I think the "communication issues" are just a stand in for complaints of the underlying cause. If they weren't, I think the new.html page should be more of a solution -- to the point where people would be bringing it up and saying "Hey, there's this new page that gives you some idea of where you are in the queue! How cool!!!". There are two other bits of information people could ask for: "Why aren't individual ftpmasters spending time on Debian?", which I don't really think is anyone's business, and far more reasonably "Well, when will they be processed?". But the latter doesn't even have a known answer; and somehow I expect the response to "We don't know." would be "Well, you should! This is utterly unacceptable" not "Thankyou for communicating with us."

The communication isn't perfect, but I don't think making it perfect would actually be a significant improvement.

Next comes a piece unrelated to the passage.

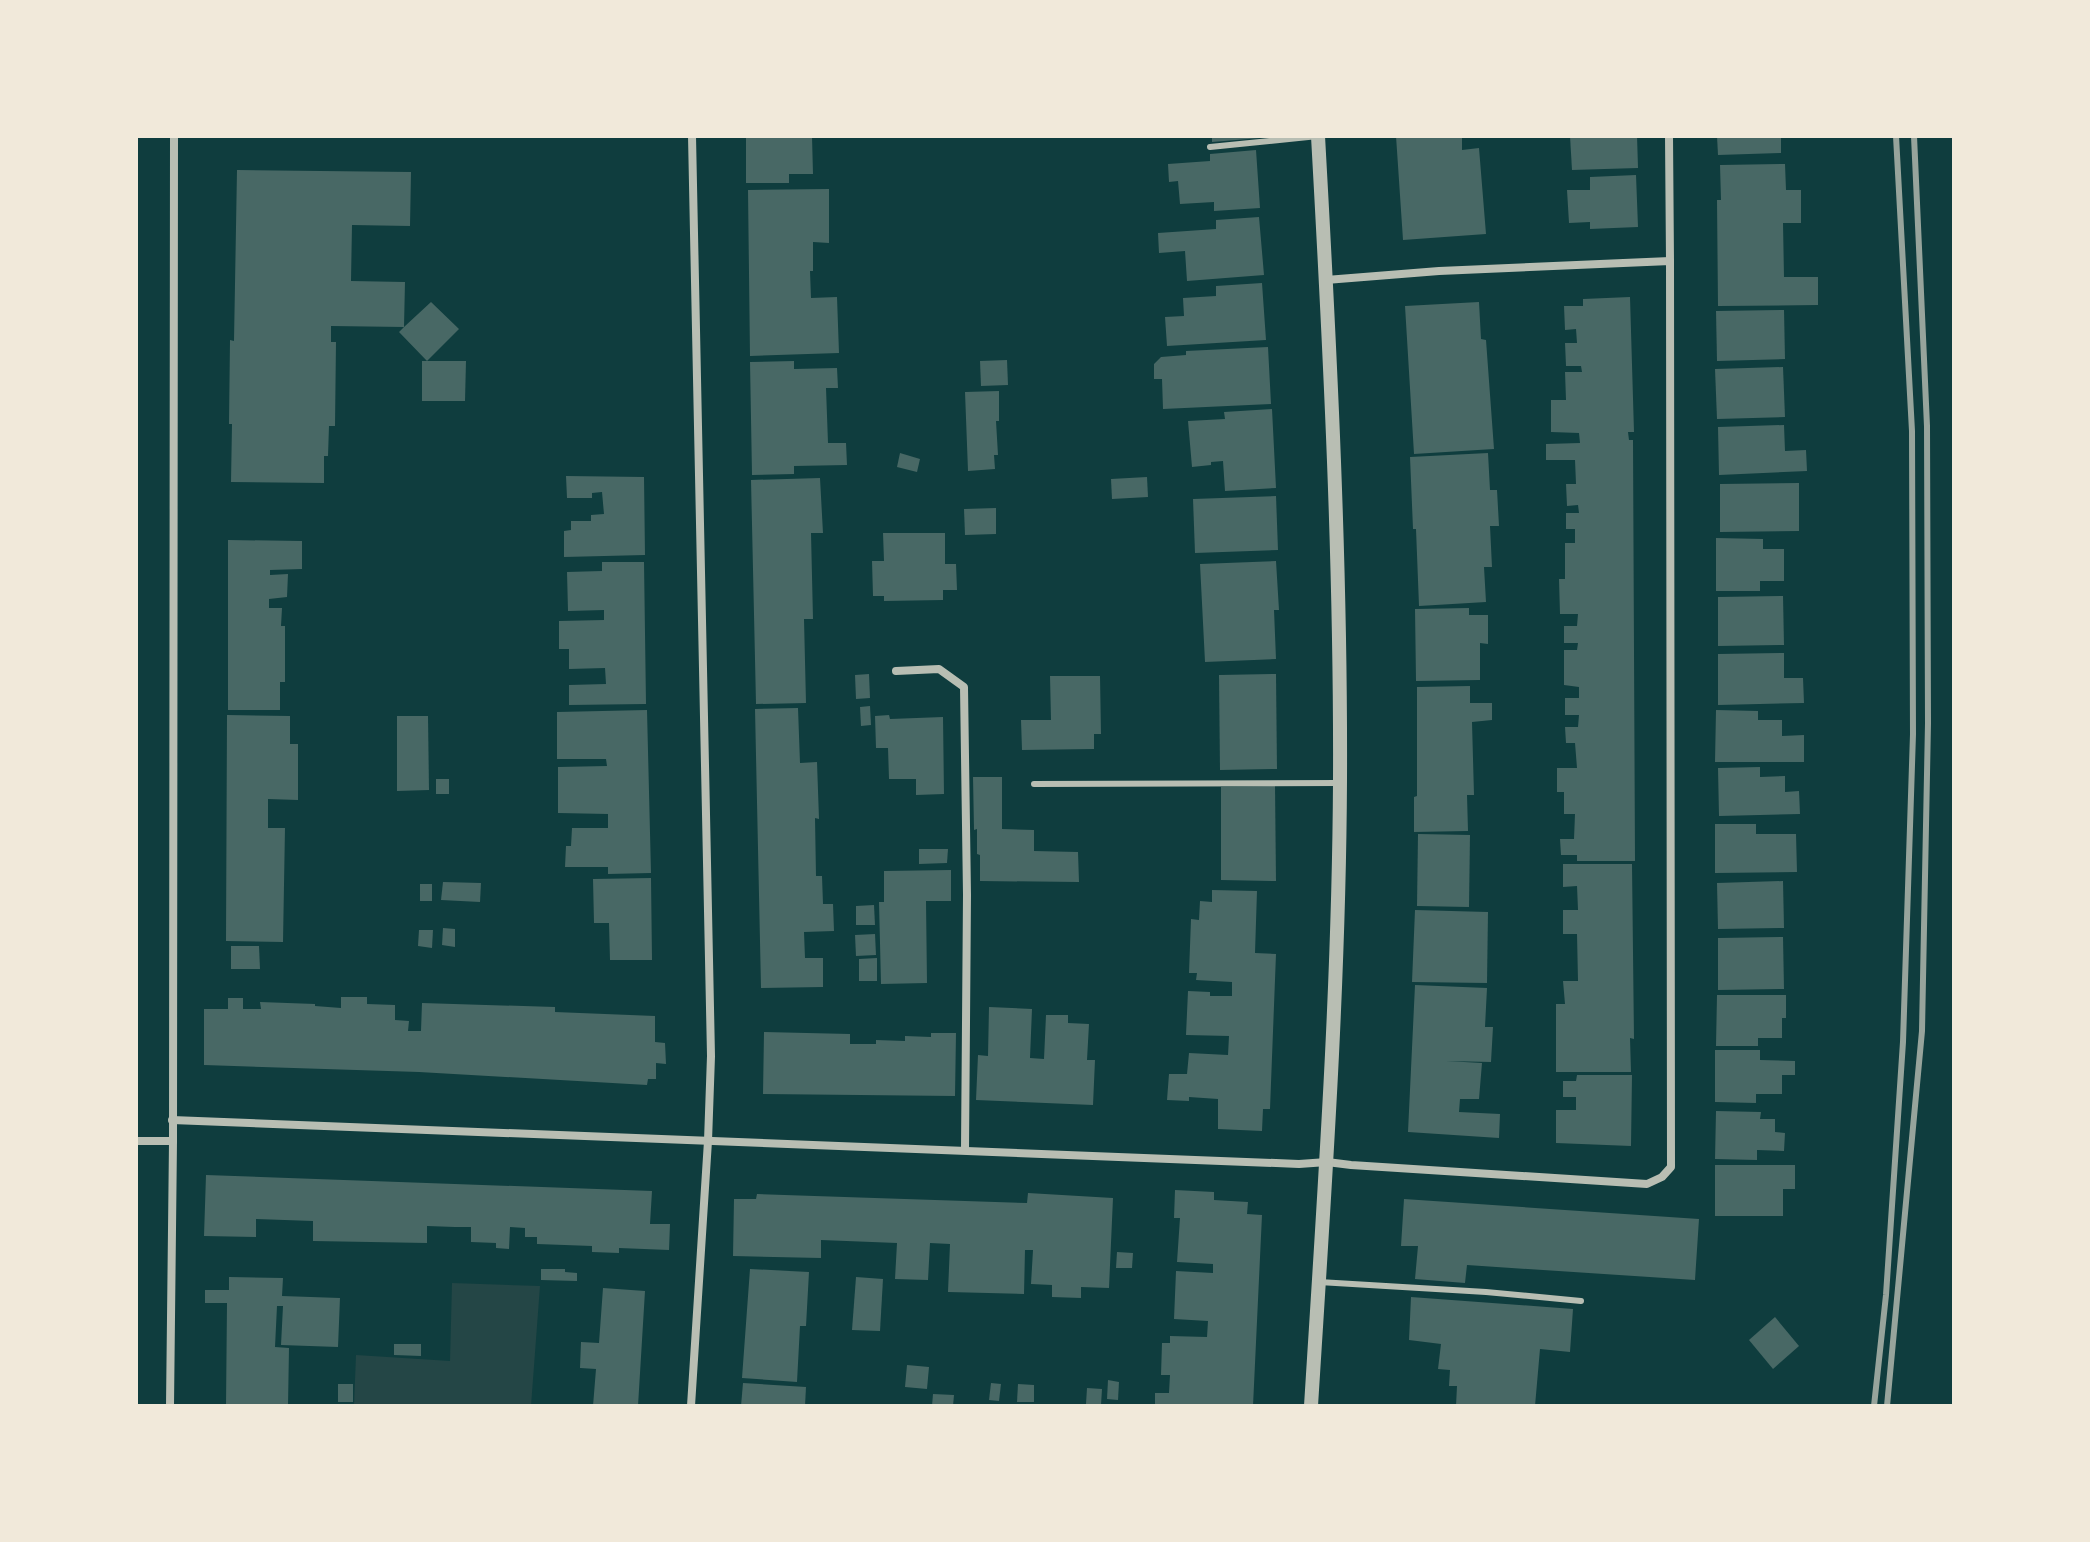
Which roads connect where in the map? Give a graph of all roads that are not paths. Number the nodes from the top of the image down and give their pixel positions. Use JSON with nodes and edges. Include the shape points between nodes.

3) My package has been sitting in the queue for ages and other packages
have been processed
This is a communication problem.

No, this is a policy problem. Communication is easy: hit "M" for manual reject, write a note, and it's all done. Or hit "P" for prod to write a note to the maintainer with the possibility of accepting the package anyway, or leaving it in the queue for later reconsideration. The issue for packages like mplayer and hot-babe is that it's not clear that they can be accepted, but it's also not clear that they should be rejected. And until one or the other becomes clear, they're left in the queue.

I actually think that's a good result: far better to keep track of the problematic packages, than to just REJECT them with a reason like "doesn't seem like a good idea" and have them randomly reuploaded later. It also seems like a better idea to let packages that don't seem like a good idea sit in the queue, rather than get uploaded and distributed around the world.